Of course, with one form of media capture, there is always the question of is there an easier, faster way? Well, there is, however it lacks the accuracy that taking many pictures has. This alternative method is to record a video orbiting around the object. A high framerate and narrow aperture are essential in order to avoid motion blur and keep the video in focus. Once it is recorded, it also needs to be converted into an image sequence for the effect to work.
Processing
Oftentimes, the next stage is necessary to remove any human error and flaws in the images (like touch-up). Processing them involves converting them from RAW to PNG, removing marks and dirt and adjusting the colour and contrast settings. Whilst this can make things easier, ideally, you should shoot and edit your photos to support the alignment and texture generation phase as much as possible.
Reconstruction
The final aspect is when the magic happens. Reconstruction is when the photos are transformed into a 3D model which is a process handled mostly by the software.
- Alignment
- Depth Extraction
- Reconstruction
- Texturing
Software:
- Meshroom (FREE)
- Reality Capture
- Metashape
We wanted to see what kind of results this generates and how they would look in the program we’re most familiar with. Using MyMiniFactory, we downloaded one of the models and imported it into Maya in order to review certain aspects and consider our own modeling capability in comparison. I had some trouble with the website initially since the first two downloads didn’t work at all, but on the third attempt, the model appeared.
It seemed that I had chosen a strange decorative bowl or lid of some kind. Originally, it was green and the indentations on top looked like leaves but of course, this didn’t carry across into Maya. It was incredibly complex and without even panning around it I was amazed to see all of the nooks, crannies, holes and cracks that were interpreted to precise detail. In ‘heads up display’, I turned on the poly and ngon count to see what the topology was like, and unsurprisingly, the numbers were massive!
Without even looking at the table in the top right, you can see how incredibly dense the model was. But for reference, it consisted of 998140 polygons, 998078 of which were ngons. This is quite literally a modeller’s worst nightmare since such complex geometry is incredibly difficult to work with. 99% of the model was made up of ngons and with anything that complex, trying to re-topologize in Maya would make it crash instantly.

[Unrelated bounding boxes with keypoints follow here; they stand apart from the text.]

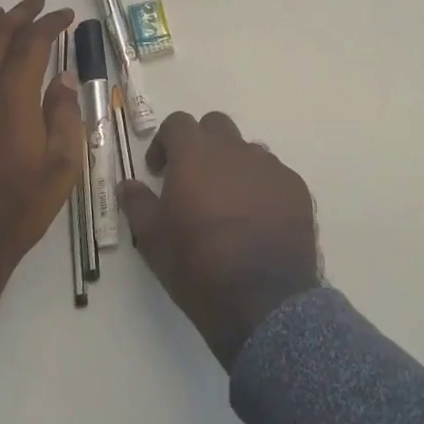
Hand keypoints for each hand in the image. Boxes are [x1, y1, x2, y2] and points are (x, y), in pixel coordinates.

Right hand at [118, 111, 320, 367]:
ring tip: (228, 205)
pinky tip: (258, 221)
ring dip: (233, 166)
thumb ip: (137, 203)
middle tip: (194, 179)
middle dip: (202, 144)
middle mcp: (234, 149)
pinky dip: (261, 188)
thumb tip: (128, 185)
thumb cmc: (197, 265)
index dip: (164, 142)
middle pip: (216, 126)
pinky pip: (273, 175)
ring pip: (247, 150)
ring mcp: (269, 166)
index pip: (177, 123)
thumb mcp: (152, 239)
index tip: (159, 170)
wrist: (262, 299)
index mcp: (195, 154)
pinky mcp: (296, 187)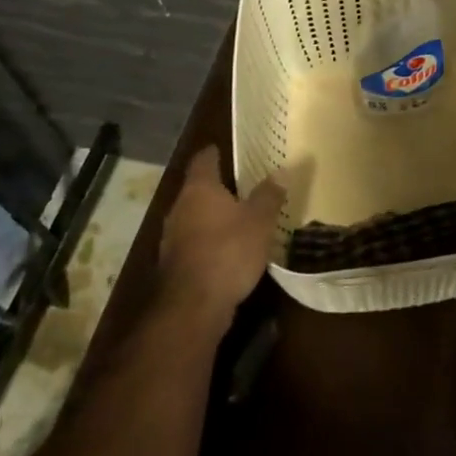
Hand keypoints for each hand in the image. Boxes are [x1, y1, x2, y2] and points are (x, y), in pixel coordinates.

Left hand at [157, 147, 284, 327]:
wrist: (192, 307)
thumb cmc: (227, 251)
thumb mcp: (259, 221)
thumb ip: (269, 195)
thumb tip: (282, 170)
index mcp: (199, 189)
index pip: (204, 160)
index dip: (215, 152)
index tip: (225, 149)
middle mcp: (180, 207)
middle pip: (197, 189)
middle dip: (217, 187)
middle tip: (242, 185)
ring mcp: (173, 237)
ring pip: (194, 216)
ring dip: (213, 216)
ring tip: (238, 217)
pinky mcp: (175, 264)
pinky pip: (194, 242)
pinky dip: (209, 240)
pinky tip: (228, 249)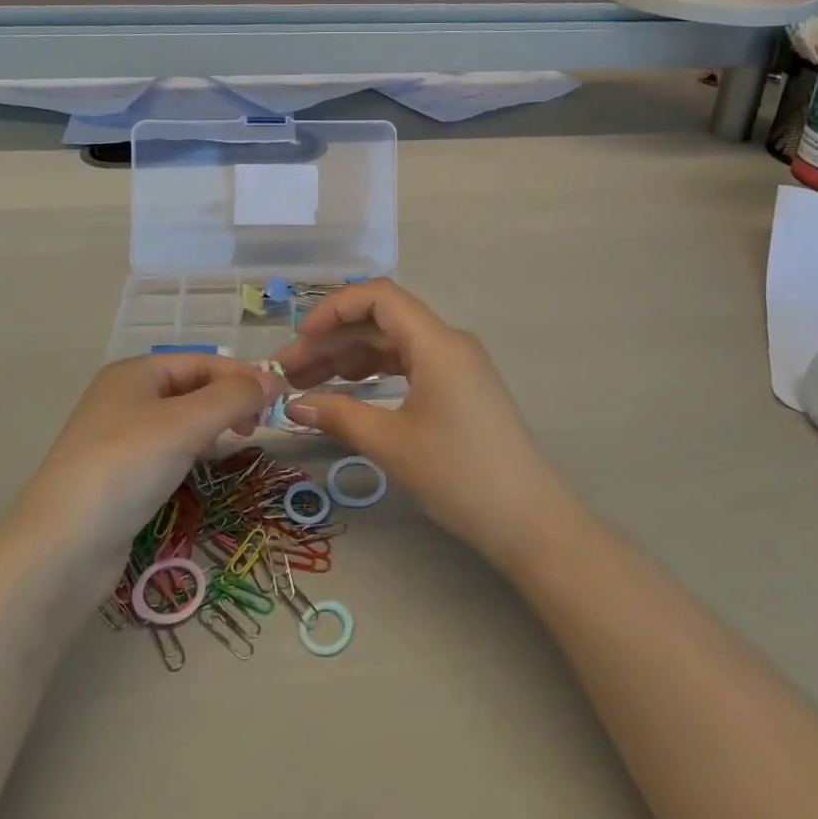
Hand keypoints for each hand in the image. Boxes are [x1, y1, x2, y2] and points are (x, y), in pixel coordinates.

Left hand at [14, 353, 283, 569]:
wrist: (61, 549)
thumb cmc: (126, 467)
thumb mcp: (186, 423)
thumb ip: (234, 396)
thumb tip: (274, 381)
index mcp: (135, 372)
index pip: (202, 361)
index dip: (242, 375)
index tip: (279, 398)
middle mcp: (124, 397)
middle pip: (192, 387)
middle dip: (228, 401)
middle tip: (258, 427)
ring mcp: (118, 438)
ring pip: (181, 420)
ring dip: (213, 426)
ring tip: (236, 443)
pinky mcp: (118, 475)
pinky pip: (166, 450)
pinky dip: (191, 451)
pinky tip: (202, 467)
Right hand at [273, 281, 564, 562]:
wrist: (528, 521)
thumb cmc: (459, 476)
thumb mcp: (392, 444)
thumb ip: (339, 415)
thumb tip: (293, 404)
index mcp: (436, 342)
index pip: (379, 298)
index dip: (334, 309)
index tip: (301, 338)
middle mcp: (448, 342)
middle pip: (381, 321)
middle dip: (333, 340)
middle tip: (289, 371)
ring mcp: (456, 364)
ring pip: (393, 344)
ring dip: (350, 358)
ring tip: (307, 384)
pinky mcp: (459, 387)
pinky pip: (409, 364)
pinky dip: (374, 374)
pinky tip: (346, 392)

If I were to model this, I would simplify the design greatly. Unless the object is for a museum or has some other purpose to be presented with such detail and accuracy, it doesn’t need so many bumps and cracks (we’re not just talking about the main ones here, for the decor, but the individual tiny little ones in between that make up the rough texture). To make it more usable as a simple, clean background asset, I would create it more symmetrical and reevaluate how to add the leaf pattern on top. Everything would be more minimal and easy on the eyes. However, if I was to attempt to model something like this (which I can’t at my current level) it would take me months to complete. The surface is so elaborate, that upon looking closely, I was reminded of the surface of a craggy landscape or planet!
So far, photogrammetry seems a very interesting technique and I am looking forward to learning more in the next lesson.